## Task item
Answer with one number: the count of lines in the listing below that hold the word "paths".

---+---

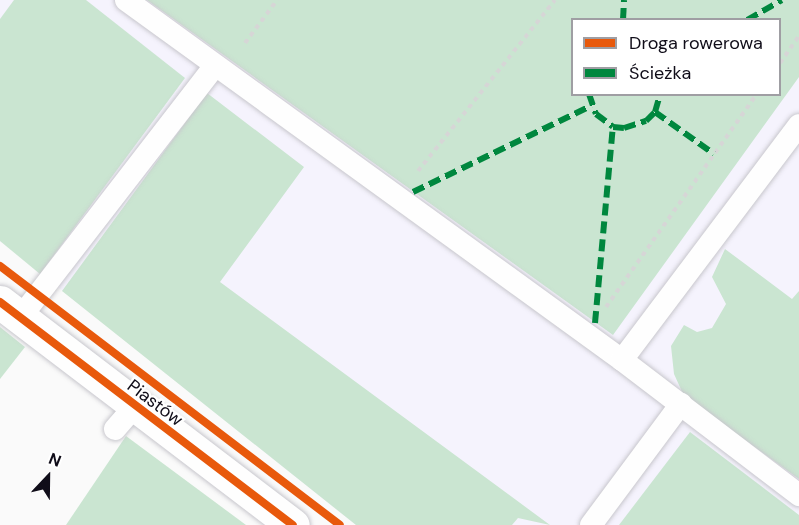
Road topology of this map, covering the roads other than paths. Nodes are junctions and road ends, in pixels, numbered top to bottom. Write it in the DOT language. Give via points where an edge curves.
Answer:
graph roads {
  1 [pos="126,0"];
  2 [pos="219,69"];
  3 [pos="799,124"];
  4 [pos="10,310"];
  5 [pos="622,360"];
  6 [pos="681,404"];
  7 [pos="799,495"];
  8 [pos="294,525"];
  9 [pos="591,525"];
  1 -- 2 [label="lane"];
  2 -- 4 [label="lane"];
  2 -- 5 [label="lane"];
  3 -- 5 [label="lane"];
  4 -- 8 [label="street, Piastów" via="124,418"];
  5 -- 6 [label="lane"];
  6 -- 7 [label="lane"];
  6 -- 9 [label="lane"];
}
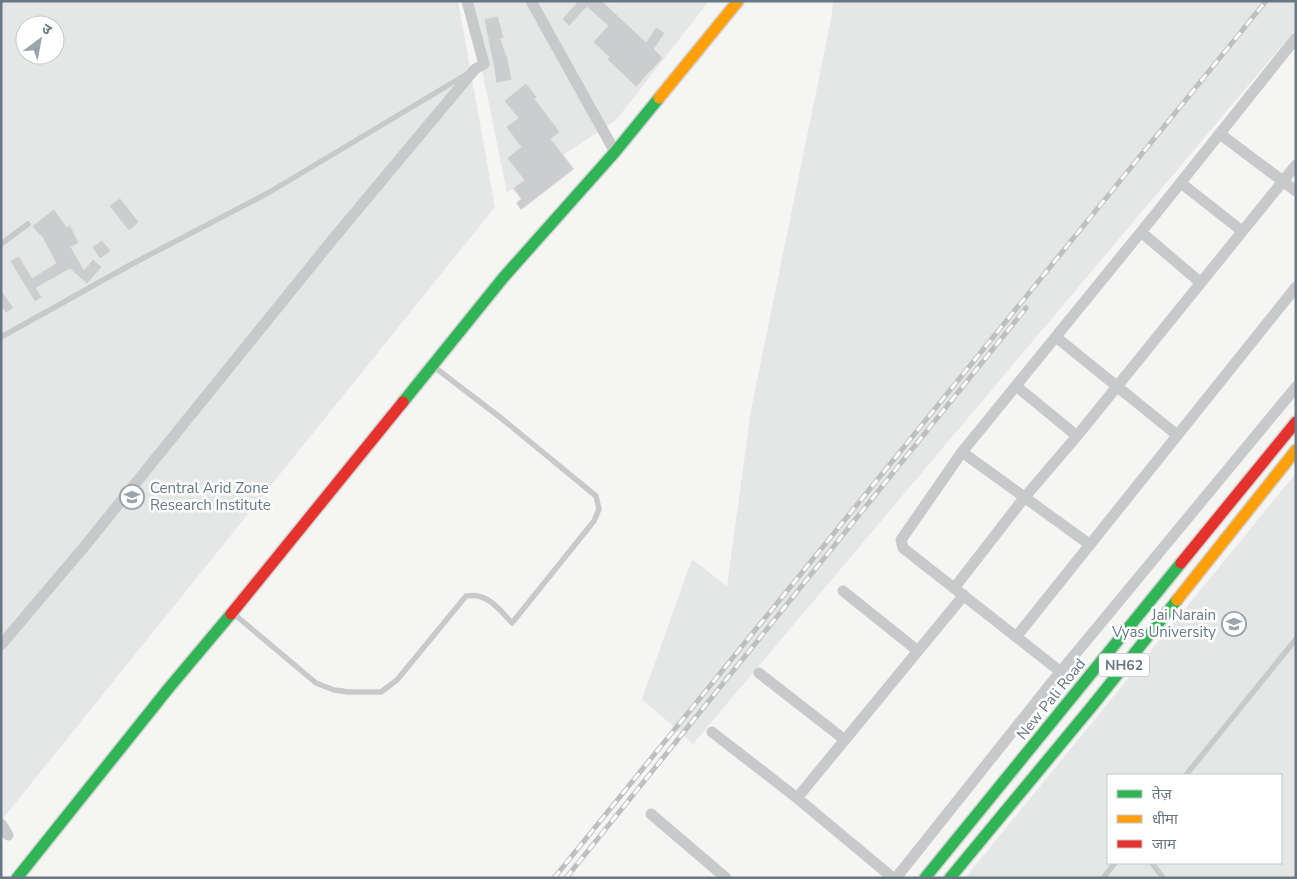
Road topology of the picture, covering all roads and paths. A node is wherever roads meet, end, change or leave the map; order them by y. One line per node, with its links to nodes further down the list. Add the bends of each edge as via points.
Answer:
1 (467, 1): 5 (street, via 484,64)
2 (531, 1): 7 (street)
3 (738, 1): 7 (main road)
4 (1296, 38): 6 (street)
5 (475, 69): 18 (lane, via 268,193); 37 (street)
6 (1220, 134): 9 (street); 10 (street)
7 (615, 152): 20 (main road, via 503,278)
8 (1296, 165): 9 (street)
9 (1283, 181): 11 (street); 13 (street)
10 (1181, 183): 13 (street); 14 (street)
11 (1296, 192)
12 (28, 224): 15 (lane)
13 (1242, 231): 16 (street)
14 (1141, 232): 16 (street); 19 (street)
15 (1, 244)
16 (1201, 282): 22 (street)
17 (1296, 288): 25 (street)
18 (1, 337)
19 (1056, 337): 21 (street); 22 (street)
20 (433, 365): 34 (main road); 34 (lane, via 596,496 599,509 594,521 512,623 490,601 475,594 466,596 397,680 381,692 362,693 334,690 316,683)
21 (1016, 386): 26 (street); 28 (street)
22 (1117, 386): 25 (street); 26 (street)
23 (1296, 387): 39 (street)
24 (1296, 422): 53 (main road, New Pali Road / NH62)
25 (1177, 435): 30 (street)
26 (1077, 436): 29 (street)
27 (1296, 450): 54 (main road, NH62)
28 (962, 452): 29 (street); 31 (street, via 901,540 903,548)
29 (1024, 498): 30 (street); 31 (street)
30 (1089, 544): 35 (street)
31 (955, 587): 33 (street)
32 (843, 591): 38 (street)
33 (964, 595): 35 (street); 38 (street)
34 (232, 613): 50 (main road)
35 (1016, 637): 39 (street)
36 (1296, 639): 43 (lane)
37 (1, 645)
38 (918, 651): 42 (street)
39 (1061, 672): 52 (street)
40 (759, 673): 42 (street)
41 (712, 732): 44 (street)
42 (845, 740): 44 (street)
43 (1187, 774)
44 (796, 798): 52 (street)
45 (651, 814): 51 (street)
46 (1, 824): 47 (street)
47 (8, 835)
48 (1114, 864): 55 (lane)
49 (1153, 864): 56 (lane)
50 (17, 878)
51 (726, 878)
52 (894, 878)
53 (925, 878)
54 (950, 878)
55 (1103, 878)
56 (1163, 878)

---+---

## Task answer
2